Requirement:
Print each record exactly, with no word added or removed.

Stored data entries:
[Start of section]

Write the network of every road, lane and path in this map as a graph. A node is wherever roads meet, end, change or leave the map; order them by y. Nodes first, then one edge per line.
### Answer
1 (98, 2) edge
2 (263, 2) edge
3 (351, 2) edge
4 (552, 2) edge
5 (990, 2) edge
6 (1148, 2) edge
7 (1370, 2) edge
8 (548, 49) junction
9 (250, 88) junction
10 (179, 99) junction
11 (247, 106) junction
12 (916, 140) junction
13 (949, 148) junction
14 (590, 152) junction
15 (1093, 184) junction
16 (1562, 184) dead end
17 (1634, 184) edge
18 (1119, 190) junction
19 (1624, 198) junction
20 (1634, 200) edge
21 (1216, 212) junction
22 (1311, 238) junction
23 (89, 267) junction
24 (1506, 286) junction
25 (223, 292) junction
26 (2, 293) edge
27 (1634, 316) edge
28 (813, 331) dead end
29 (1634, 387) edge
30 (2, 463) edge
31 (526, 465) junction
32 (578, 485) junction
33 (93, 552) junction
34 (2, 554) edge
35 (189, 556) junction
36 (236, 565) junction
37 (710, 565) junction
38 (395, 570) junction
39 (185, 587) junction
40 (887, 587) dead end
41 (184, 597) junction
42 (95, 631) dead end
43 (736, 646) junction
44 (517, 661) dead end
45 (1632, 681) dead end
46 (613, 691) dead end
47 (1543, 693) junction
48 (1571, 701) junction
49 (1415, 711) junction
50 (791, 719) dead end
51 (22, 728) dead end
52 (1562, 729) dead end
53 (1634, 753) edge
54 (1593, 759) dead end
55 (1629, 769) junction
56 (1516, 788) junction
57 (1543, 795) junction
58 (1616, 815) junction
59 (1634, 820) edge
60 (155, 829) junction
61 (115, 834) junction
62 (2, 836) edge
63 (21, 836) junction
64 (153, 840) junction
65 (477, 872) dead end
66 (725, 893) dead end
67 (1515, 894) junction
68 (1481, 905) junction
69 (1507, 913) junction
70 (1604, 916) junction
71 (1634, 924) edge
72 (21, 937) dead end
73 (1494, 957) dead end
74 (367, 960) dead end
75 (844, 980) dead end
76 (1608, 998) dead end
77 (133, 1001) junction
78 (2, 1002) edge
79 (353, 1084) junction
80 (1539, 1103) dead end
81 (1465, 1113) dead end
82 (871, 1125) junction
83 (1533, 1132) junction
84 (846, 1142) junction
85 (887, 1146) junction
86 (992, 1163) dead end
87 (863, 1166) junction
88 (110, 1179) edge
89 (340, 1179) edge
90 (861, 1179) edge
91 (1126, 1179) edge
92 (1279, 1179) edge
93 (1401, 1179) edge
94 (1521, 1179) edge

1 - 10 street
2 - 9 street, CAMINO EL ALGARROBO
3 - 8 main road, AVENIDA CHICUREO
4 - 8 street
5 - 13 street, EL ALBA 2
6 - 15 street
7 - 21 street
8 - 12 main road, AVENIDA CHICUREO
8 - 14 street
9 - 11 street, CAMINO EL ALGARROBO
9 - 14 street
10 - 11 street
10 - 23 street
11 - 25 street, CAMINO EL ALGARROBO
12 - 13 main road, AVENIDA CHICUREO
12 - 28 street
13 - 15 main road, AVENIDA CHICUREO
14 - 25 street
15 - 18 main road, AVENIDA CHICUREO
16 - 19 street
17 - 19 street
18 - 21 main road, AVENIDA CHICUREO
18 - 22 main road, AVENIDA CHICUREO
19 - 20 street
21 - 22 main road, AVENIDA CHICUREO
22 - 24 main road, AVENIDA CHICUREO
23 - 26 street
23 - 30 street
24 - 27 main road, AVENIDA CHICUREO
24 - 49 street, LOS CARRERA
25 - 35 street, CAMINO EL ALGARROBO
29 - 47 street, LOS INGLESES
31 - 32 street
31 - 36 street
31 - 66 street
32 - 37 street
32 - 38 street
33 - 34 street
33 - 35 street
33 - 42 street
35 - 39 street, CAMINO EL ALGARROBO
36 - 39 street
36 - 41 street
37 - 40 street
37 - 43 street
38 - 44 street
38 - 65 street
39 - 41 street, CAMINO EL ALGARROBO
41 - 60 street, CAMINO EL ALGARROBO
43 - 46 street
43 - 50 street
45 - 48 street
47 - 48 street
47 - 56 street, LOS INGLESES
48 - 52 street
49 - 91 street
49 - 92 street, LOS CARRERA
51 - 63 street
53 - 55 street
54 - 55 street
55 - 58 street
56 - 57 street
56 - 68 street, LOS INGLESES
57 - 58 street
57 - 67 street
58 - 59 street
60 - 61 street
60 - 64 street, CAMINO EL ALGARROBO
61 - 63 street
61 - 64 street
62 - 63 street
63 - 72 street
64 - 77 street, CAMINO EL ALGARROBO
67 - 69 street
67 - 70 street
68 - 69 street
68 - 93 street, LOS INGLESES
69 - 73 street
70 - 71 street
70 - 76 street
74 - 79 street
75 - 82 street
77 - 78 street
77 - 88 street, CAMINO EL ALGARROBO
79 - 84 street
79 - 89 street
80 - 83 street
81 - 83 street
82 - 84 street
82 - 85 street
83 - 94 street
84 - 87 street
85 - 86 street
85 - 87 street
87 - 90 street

[End of section]

Completed exercise:
Write the network of every road, lane and path in this map as a graph. A node is wherever roads meet, end, change or leave the map; order them by y. Nodes first, then one edge per line.
### Answer
1 (98, 2) edge
2 (263, 2) edge
3 (351, 2) edge
4 (552, 2) edge
5 (990, 2) edge
6 (1148, 2) edge
7 (1370, 2) edge
8 (548, 49) junction
9 (250, 88) junction
10 (179, 99) junction
11 (247, 106) junction
12 (916, 140) junction
13 (949, 148) junction
14 (590, 152) junction
15 (1093, 184) junction
16 (1562, 184) dead end
17 (1634, 184) edge
18 (1119, 190) junction
19 (1624, 198) junction
20 (1634, 200) edge
21 (1216, 212) junction
22 (1311, 238) junction
23 (89, 267) junction
24 (1506, 286) junction
25 (223, 292) junction
26 (2, 293) edge
27 (1634, 316) edge
28 (813, 331) dead end
29 (1634, 387) edge
30 (2, 463) edge
31 (526, 465) junction
32 (578, 485) junction
33 (93, 552) junction
34 (2, 554) edge
35 (189, 556) junction
36 (236, 565) junction
37 (710, 565) junction
38 (395, 570) junction
39 (185, 587) junction
40 (887, 587) dead end
41 (184, 597) junction
42 (95, 631) dead end
43 (736, 646) junction
44 (517, 661) dead end
45 (1632, 681) dead end
46 (613, 691) dead end
47 (1543, 693) junction
48 (1571, 701) junction
49 (1415, 711) junction
50 (791, 719) dead end
51 (22, 728) dead end
52 (1562, 729) dead end
53 (1634, 753) edge
54 (1593, 759) dead end
55 (1629, 769) junction
56 (1516, 788) junction
57 (1543, 795) junction
58 (1616, 815) junction
59 (1634, 820) edge
60 (155, 829) junction
61 (115, 834) junction
62 (2, 836) edge
63 (21, 836) junction
64 (153, 840) junction
65 (477, 872) dead end
66 (725, 893) dead end
67 (1515, 894) junction
68 (1481, 905) junction
69 (1507, 913) junction
70 (1604, 916) junction
71 (1634, 924) edge
72 (21, 937) dead end
73 (1494, 957) dead end
74 (367, 960) dead end
75 (844, 980) dead end
76 (1608, 998) dead end
77 (133, 1001) junction
78 (2, 1002) edge
79 (353, 1084) junction
80 (1539, 1103) dead end
81 (1465, 1113) dead end
82 (871, 1125) junction
83 (1533, 1132) junction
84 (846, 1142) junction
85 (887, 1146) junction
86 (992, 1163) dead end
87 (863, 1166) junction
88 (110, 1179) edge
89 (340, 1179) edge
90 (861, 1179) edge
91 (1126, 1179) edge
92 (1279, 1179) edge
93 (1401, 1179) edge
94 (1521, 1179) edge

1 - 10 street
2 - 9 street, CAMINO EL ALGARROBO
3 - 8 main road, AVENIDA CHICUREO
4 - 8 street
5 - 13 street, EL ALBA 2
6 - 15 street
7 - 21 street
8 - 12 main road, AVENIDA CHICUREO
8 - 14 street
9 - 11 street, CAMINO EL ALGARROBO
9 - 14 street
10 - 11 street
10 - 23 street
11 - 25 street, CAMINO EL ALGARROBO
12 - 13 main road, AVENIDA CHICUREO
12 - 28 street
13 - 15 main road, AVENIDA CHICUREO
14 - 25 street
15 - 18 main road, AVENIDA CHICUREO
16 - 19 street
17 - 19 street
18 - 21 main road, AVENIDA CHICUREO
18 - 22 main road, AVENIDA CHICUREO
19 - 20 street
21 - 22 main road, AVENIDA CHICUREO
22 - 24 main road, AVENIDA CHICUREO
23 - 26 street
23 - 30 street
24 - 27 main road, AVENIDA CHICUREO
24 - 49 street, LOS CARRERA
25 - 35 street, CAMINO EL ALGARROBO
29 - 47 street, LOS INGLESES
31 - 32 street
31 - 36 street
31 - 66 street
32 - 37 street
32 - 38 street
33 - 34 street
33 - 35 street
33 - 42 street
35 - 39 street, CAMINO EL ALGARROBO
36 - 39 street
36 - 41 street
37 - 40 street
37 - 43 street
38 - 44 street
38 - 65 street
39 - 41 street, CAMINO EL ALGARROBO
41 - 60 street, CAMINO EL ALGARROBO
43 - 46 street
43 - 50 street
45 - 48 street
47 - 48 street
47 - 56 street, LOS INGLESES
48 - 52 street
49 - 91 street
49 - 92 street, LOS CARRERA
51 - 63 street
53 - 55 street
54 - 55 street
55 - 58 street
56 - 57 street
56 - 68 street, LOS INGLESES
57 - 58 street
57 - 67 street
58 - 59 street
60 - 61 street
60 - 64 street, CAMINO EL ALGARROBO
61 - 63 street
61 - 64 street
62 - 63 street
63 - 72 street
64 - 77 street, CAMINO EL ALGARROBO
67 - 69 street
67 - 70 street
68 - 69 street
68 - 93 street, LOS INGLESES
69 - 73 street
70 - 71 street
70 - 76 street
74 - 79 street
75 - 82 street
77 - 78 street
77 - 88 street, CAMINO EL ALGARROBO
79 - 84 street
79 - 89 street
80 - 83 street
81 - 83 street
82 - 84 street
82 - 85 street
83 - 94 street
84 - 87 street
85 - 86 street
85 - 87 street
87 - 90 street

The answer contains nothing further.